==== THE DATA

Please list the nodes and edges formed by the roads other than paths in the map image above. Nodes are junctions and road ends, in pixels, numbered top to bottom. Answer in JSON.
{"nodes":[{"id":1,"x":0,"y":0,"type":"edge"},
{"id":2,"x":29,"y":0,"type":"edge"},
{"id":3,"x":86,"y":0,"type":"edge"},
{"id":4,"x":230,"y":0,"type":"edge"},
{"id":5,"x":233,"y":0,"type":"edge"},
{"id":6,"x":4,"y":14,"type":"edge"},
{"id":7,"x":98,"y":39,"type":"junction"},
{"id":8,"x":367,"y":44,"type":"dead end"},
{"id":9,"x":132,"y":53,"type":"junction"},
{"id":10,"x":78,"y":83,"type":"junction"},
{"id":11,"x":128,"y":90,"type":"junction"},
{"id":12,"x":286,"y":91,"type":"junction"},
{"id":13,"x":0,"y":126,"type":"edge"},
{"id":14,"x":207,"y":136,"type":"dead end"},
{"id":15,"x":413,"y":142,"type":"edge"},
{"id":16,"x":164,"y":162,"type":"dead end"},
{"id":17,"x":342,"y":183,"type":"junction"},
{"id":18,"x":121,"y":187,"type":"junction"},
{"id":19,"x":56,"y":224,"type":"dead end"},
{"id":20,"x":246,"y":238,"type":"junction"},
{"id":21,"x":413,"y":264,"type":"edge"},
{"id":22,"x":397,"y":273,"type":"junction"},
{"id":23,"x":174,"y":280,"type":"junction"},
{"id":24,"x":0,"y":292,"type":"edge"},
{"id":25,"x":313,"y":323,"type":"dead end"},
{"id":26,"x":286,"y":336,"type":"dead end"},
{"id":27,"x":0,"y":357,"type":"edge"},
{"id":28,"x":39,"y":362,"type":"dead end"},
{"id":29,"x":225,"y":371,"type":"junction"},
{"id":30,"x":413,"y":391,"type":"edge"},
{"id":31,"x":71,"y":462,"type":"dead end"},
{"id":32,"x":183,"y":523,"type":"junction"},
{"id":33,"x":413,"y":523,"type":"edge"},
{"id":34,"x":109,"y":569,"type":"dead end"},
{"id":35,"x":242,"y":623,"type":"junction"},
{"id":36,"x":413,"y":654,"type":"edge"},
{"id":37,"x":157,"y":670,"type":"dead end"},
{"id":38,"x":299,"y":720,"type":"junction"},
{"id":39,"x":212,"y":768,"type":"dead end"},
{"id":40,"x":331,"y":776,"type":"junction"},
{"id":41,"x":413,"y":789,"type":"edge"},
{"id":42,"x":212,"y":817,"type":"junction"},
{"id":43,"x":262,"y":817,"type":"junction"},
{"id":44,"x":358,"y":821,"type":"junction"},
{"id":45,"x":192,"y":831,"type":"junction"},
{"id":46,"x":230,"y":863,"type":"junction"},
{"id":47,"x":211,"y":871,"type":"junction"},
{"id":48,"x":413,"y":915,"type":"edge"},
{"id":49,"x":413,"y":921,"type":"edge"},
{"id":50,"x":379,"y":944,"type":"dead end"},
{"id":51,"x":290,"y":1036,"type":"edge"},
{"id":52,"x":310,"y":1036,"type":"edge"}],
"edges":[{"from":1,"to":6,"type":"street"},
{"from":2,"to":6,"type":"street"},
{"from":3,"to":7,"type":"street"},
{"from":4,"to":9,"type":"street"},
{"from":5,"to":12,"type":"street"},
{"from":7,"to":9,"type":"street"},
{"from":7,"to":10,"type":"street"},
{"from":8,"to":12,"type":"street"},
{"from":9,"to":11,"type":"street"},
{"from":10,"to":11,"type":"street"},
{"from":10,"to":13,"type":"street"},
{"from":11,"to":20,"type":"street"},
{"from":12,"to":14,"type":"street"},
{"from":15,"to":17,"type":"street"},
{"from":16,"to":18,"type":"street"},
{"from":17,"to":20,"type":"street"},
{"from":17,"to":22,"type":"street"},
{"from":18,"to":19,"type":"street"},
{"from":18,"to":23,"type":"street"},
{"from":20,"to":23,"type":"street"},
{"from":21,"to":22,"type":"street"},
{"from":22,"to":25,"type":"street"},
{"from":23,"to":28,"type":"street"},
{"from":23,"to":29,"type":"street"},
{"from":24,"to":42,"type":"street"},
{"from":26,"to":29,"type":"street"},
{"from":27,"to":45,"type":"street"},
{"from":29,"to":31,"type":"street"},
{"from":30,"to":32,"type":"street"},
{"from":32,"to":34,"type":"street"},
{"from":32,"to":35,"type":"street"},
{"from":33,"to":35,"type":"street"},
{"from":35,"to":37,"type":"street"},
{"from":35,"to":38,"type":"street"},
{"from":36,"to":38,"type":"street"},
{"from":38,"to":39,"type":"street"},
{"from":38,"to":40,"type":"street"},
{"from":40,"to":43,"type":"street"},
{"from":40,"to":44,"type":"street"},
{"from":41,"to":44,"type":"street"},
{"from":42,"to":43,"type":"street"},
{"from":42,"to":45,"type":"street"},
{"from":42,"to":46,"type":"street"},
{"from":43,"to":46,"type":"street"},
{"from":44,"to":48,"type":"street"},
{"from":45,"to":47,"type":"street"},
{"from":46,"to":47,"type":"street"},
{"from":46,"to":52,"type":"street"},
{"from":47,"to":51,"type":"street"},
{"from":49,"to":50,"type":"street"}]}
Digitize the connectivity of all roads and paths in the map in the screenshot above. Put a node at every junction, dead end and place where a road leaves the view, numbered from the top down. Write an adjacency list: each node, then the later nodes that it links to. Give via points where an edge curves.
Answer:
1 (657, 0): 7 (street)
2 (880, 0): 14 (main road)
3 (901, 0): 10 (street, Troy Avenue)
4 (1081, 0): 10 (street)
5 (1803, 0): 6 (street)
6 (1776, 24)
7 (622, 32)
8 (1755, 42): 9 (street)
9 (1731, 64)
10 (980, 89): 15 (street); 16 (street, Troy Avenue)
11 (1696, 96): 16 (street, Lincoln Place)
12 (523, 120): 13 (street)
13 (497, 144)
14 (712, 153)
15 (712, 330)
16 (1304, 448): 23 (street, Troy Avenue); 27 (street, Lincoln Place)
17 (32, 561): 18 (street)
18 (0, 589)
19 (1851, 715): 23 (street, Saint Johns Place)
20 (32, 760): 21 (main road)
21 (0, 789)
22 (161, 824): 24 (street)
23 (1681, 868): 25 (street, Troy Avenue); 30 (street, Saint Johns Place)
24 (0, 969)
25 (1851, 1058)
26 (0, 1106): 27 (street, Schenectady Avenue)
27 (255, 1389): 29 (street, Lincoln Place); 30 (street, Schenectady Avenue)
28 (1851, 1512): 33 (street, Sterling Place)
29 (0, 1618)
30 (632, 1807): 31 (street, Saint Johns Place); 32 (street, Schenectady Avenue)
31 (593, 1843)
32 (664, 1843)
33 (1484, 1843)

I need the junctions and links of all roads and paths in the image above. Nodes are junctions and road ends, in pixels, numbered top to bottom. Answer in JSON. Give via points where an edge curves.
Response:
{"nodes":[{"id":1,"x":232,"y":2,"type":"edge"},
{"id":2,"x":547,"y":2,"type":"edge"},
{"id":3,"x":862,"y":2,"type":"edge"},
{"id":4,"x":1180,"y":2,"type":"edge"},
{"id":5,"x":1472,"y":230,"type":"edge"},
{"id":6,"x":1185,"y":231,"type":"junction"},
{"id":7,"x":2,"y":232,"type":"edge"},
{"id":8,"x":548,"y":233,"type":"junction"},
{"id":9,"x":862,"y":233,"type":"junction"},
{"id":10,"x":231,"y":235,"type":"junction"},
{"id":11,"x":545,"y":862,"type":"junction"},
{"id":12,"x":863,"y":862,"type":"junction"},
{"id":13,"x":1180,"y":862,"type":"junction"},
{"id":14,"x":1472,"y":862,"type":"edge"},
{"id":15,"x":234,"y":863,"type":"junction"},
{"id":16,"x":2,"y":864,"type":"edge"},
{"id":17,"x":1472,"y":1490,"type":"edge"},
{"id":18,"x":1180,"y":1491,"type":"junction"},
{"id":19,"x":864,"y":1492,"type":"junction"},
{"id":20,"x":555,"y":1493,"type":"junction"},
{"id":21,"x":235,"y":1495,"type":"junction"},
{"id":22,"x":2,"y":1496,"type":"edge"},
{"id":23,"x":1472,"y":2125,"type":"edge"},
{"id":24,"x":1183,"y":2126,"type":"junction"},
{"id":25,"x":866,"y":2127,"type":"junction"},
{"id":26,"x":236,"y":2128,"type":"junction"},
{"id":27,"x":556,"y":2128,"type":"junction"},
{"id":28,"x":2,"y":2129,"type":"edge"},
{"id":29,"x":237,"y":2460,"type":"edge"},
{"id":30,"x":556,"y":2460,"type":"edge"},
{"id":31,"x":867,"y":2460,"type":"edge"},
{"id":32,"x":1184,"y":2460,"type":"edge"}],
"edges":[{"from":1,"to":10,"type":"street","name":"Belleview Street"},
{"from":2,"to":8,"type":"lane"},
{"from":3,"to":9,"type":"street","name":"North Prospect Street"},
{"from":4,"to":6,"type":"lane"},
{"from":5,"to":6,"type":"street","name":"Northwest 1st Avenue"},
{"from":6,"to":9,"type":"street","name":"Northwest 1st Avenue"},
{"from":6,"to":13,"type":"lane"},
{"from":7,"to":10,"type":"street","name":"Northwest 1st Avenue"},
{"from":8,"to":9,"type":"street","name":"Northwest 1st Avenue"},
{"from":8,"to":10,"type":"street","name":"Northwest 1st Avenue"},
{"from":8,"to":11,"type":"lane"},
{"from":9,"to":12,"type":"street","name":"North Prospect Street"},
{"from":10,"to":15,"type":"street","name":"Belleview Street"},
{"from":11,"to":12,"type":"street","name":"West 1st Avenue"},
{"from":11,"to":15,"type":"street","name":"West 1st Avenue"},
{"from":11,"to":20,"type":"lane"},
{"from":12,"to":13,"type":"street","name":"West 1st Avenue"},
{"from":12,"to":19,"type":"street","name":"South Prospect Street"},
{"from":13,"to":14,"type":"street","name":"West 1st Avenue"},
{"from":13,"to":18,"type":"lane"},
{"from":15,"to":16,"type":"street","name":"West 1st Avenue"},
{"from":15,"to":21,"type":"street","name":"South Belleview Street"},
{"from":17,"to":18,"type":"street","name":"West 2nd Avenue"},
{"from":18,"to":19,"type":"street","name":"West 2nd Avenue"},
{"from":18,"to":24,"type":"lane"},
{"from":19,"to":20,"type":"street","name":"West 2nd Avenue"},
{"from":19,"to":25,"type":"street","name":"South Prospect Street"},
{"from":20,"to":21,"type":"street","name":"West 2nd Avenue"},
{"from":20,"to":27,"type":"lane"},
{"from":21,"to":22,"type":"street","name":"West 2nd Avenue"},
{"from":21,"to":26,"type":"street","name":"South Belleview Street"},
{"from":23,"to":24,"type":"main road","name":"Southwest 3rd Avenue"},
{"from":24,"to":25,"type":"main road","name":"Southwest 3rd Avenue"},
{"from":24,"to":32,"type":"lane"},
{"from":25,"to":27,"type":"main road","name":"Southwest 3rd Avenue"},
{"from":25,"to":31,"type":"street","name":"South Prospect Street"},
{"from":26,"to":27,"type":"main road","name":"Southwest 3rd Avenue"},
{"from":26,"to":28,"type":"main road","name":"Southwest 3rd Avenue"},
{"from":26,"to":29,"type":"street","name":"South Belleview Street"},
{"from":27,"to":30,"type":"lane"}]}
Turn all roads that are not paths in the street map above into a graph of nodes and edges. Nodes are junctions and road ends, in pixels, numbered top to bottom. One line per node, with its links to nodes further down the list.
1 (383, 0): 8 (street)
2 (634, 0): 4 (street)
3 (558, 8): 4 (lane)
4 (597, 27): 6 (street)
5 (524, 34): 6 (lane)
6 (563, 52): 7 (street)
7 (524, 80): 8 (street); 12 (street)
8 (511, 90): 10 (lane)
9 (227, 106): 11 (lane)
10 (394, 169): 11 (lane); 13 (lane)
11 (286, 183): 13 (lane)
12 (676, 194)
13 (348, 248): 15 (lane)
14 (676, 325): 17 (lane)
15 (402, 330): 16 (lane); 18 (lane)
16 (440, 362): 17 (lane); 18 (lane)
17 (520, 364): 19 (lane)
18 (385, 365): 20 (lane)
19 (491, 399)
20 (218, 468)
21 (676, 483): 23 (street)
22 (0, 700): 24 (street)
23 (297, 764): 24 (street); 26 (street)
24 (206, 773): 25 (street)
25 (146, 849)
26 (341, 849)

========

TASK:
Copy down each line in the entries that has the word "Johns".

TASK SOLUTION:
19 (1851, 715): 23 (street, Saint Johns Place)
23 (1681, 868): 25 (street, Troy Avenue); 30 (street, Saint Johns Place)
30 (632, 1807): 31 (street, Saint Johns Place); 32 (street, Schenectady Avenue)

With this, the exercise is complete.